- **Work order**
In the listing below, a line holding "function paint(path, color)" and a line holding "[28,1858,34,1860,32,1868,9,1880,9,1863]" mark the range. Retype both exactly, with all lines between them.

- **Available data**
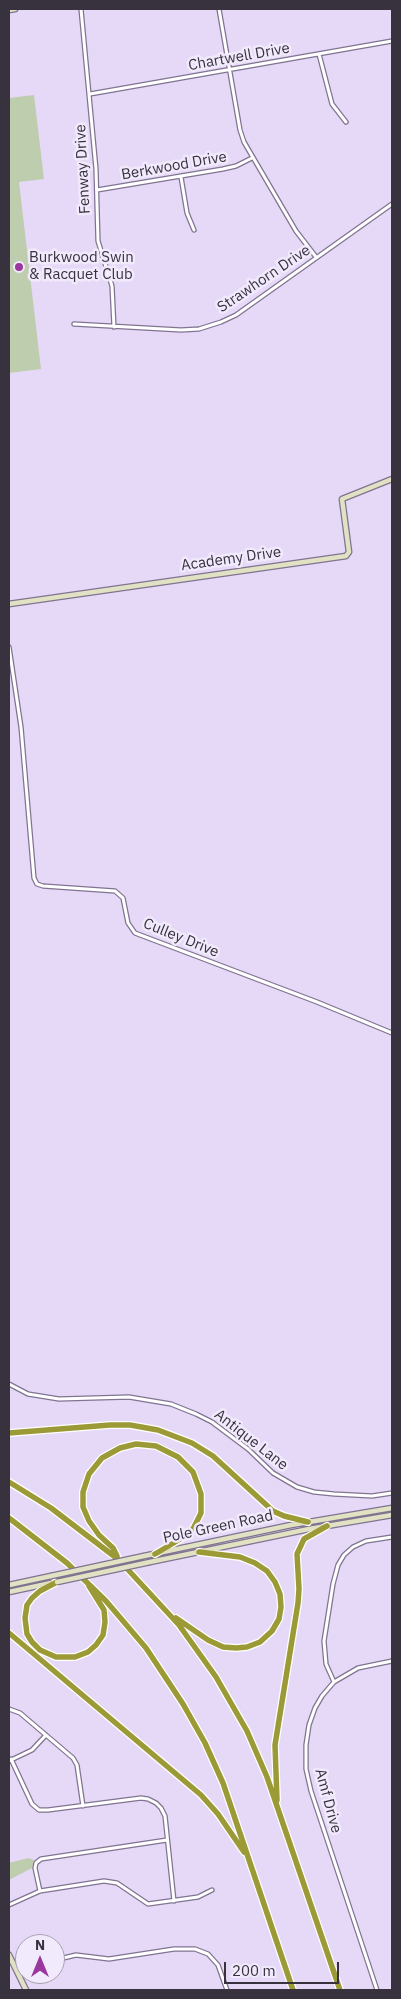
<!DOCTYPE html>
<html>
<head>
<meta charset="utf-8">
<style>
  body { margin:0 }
  #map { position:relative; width:401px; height:1999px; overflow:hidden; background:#e6d9f8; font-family:"IBM Plex Sans",sans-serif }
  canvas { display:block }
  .frame { position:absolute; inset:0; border:10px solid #37323e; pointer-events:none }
  .north { position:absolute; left:15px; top:1934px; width:50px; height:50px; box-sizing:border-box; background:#f1e9fc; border:1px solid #a7a0b0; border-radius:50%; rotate:0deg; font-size:14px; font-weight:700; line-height:20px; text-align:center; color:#37323e }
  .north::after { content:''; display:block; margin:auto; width:18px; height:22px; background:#99379f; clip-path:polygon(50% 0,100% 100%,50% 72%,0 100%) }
  .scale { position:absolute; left:224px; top:1962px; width:115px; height:22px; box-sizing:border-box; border:2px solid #37323e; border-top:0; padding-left:6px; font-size:15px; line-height:18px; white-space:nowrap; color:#37323e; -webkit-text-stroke:4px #f1e9fc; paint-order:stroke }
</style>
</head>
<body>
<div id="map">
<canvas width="401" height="1999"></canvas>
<div class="frame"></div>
<div class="north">N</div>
<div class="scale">200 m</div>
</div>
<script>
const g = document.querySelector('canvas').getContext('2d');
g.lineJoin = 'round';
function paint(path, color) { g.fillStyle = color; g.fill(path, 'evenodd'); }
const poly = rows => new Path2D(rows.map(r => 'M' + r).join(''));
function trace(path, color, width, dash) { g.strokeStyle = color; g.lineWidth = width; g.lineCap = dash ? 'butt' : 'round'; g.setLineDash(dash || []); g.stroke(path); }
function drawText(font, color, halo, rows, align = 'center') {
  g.font = font + ' "IBM Plex Sans",sans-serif'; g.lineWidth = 5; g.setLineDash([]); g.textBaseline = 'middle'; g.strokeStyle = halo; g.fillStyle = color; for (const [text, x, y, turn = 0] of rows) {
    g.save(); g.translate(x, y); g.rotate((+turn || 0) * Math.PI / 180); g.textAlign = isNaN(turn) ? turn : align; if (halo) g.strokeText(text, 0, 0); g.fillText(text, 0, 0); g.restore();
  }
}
paint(poly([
  [34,95,44,179,19,182,41,369,9,373,9,98],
  [28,1858,34,1860,32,1868,9,1880,9,1863]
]), '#bfcdaf');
const street = poly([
  [81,9,96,169,98,241,112,286,114,327],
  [219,9,240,130,244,142,296,231,316,257],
  [319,54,332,104,346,122],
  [90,94,392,41],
  [181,177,187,213,194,230],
  [97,190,223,169,236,166,252,158],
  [74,324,181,330,199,329,221,322,236,315,392,204],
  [9,647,21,727,34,878,37,884,43,886,115,891,123,898,128,923,135,933,317,1002,392,1033],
  [9,1384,28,1394,59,1399,129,1397,171,1404,196,1414,212,1422,248,1449,273,1473,297,1487,314,1492,334,1494,372,1496,392,1493],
  [334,1682,326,1664,324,1641,333,1584,338,1565,344,1555,353,1547,366,1541,392,1537],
  [9,1709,20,1713,73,1758,77,1765,83,1806],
  [11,1759,32,1804,39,1810,48,1810,141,1798,148,1799,156,1803,161,1808,165,1816,174,1901],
  [9,1761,32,1750,46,1735],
  [40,1891,35,1868,36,1863,41,1859,167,1840],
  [9,1905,40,1891,104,1881,117,1883,148,1904,198,1897,212,1890],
  [55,1960,76,1955,109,1959,174,1949,195,1949,208,1954,218,1965,227,1990],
  [17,1971,25,1969],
  [377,1990,311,1791,306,1769,306,1745,309,1725,315,1708,322,1696,334,1682,358,1668,392,1661]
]);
const secondary = poly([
  [9,10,15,9],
  [9,604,346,556,349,552,342,499,392,479],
  [144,1556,291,1525,392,1508],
  [150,1562,309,1529,392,1515],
  [9,1585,51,1576],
  [9,1592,51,1583],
  [9,1955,26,1990]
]);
const highway = poly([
  [9,1433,110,1425,130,1425,158,1430,192,1443,213,1456,273,1511,284,1516,308,1522],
  [9,1482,51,1508,119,1560,179,1625,216,1677,247,1731,267,1777,340,1990],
  [9,1518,67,1563,106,1601,146,1648,183,1704,205,1743,223,1783,293,1990],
  [117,1556,113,1548,99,1535,89,1521,83,1507,83,1492,89,1474,102,1458,120,1448,136,1444,156,1446,178,1457,193,1472,201,1494,201,1513,193,1529,182,1538,155,1554],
  [57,1582,40,1591,32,1598,27,1605,25,1618,27,1634,32,1642,40,1650,56,1657,75,1657,88,1652,96,1645,103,1635,105,1622,104,1610,89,1586],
  [176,1618,208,1640,223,1647,236,1648,247,1647,260,1642,272,1631,279,1619,281,1607,280,1594,275,1582,267,1571,255,1563,240,1557,199,1552],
  [9,1633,201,1795,218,1814,244,1852],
  [277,1800,275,1745,298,1603,299,1589,297,1554,304,1539,327,1526]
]);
trace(street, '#807490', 5.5);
trace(secondary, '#807490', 7);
trace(highway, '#fff', 8);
trace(street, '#fff', 3);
trace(secondary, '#e1e1c3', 4.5);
trace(highway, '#9c9a37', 5.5);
const secondaryBridge = poly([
  [51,1576,144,1556],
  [57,1582,150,1562]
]);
trace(secondaryBridge, '#807490', 7, []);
trace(secondaryBridge, '#e1e1c3', 4.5);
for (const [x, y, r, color] of [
  [19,267,5,"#99379f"]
]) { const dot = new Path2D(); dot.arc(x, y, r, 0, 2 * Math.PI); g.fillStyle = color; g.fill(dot); trace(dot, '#f1e9fc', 2); }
drawText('15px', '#37323e', '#f1e9fc', [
  ["Chartwell Drive",239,57,-10],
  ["Berkwood Drive",174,166,-10],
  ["Fenway Drive",83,169,-93],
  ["Strawhorn Drive",264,279,-34],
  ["Academy Drive",231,559,-8],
  ["Culley Drive",181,938,22],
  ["Antique Lane",251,1440,38],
  ["Pole Green Road",218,1527,-12],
  ["Amf Drive",328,1801,75]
]);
drawText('15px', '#37323e', '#f1e9fc', [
  ["Burkwood Swin",29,258],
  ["& Racquet Club",29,275]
], 'left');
</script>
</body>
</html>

- **Task solution**
function paint(path, color) { g.fillStyle = color; g.fill(path, 'evenodd'); }
const poly = rows => new Path2D(rows.map(r => 'M' + r).join(''));
function trace(path, color, width, dash) { g.strokeStyle = color; g.lineWidth = width; g.lineCap = dash ? 'butt' : 'round'; g.setLineDash(dash || []); g.stroke(path); }
function drawText(font, color, halo, rows, align = 'center') {
  g.font = font + ' "IBM Plex Sans",sans-serif'; g.lineWidth = 5; g.setLineDash([]); g.textBaseline = 'middle'; g.strokeStyle = halo; g.fillStyle = color; for (const [text, x, y, turn = 0] of rows) {
    g.save(); g.translate(x, y); g.rotate((+turn || 0) * Math.PI / 180); g.textAlign = isNaN(turn) ? turn : align; if (halo) g.strokeText(text, 0, 0); g.fillText(text, 0, 0); g.restore();
  }
}
paint(poly([
  [34,95,44,179,19,182,41,369,9,373,9,98],
  [28,1858,34,1860,32,1868,9,1880,9,1863]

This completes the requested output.